__Assigned task__: Write out each line below exactly as it appears.

__Data shown__:
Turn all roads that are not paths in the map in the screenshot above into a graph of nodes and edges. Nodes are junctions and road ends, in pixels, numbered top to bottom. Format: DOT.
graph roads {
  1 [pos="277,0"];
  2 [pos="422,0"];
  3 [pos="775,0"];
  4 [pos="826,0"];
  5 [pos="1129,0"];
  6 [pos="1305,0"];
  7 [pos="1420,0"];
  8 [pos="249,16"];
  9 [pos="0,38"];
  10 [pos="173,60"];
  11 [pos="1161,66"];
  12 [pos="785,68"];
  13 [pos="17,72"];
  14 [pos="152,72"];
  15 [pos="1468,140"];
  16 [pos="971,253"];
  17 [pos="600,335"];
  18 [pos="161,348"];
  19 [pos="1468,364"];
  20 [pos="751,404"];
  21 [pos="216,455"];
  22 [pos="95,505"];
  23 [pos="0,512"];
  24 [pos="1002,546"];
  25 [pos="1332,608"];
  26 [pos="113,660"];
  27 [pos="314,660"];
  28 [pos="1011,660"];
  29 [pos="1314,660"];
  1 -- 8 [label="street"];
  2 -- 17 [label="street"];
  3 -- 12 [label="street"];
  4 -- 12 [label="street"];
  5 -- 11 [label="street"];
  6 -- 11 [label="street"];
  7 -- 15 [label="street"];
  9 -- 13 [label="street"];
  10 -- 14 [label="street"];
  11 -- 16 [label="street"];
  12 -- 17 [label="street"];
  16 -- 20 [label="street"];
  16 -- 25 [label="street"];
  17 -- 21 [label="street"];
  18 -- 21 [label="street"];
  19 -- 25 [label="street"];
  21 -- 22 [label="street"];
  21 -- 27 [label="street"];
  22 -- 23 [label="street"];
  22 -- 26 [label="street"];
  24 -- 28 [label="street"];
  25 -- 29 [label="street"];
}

__Answer area__:
Turn all roads that are not paths in the map in the screenshot above into a graph of nodes and edges. Nodes are junctions and road ends, in pixels, numbered top to bottom. Format: DOT.
graph roads {
  1 [pos="277,0"];
  2 [pos="422,0"];
  3 [pos="775,0"];
  4 [pos="826,0"];
  5 [pos="1129,0"];
  6 [pos="1305,0"];
  7 [pos="1420,0"];
  8 [pos="249,16"];
  9 [pos="0,38"];
  10 [pos="173,60"];
  11 [pos="1161,66"];
  12 [pos="785,68"];
  13 [pos="17,72"];
  14 [pos="152,72"];
  15 [pos="1468,140"];
  16 [pos="971,253"];
  17 [pos="600,335"];
  18 [pos="161,348"];
  19 [pos="1468,364"];
  20 [pos="751,404"];
  21 [pos="216,455"];
  22 [pos="95,505"];
  23 [pos="0,512"];
  24 [pos="1002,546"];
  25 [pos="1332,608"];
  26 [pos="113,660"];
  27 [pos="314,660"];
  28 [pos="1011,660"];
  29 [pos="1314,660"];
  1 -- 8 [label="street"];
  2 -- 17 [label="street"];
  3 -- 12 [label="street"];
  4 -- 12 [label="street"];
  5 -- 11 [label="street"];
  6 -- 11 [label="street"];
  7 -- 15 [label="street"];
  9 -- 13 [label="street"];
  10 -- 14 [label="street"];
  11 -- 16 [label="street"];
  12 -- 17 [label="street"];
  16 -- 20 [label="street"];
  16 -- 25 [label="street"];
  17 -- 21 [label="street"];
  18 -- 21 [label="street"];
  19 -- 25 [label="street"];
  21 -- 22 [label="street"];
  21 -- 27 [label="street"];
  22 -- 23 [label="street"];
  22 -- 26 [label="street"];
  24 -- 28 [label="street"];
  25 -- 29 [label="street"];
}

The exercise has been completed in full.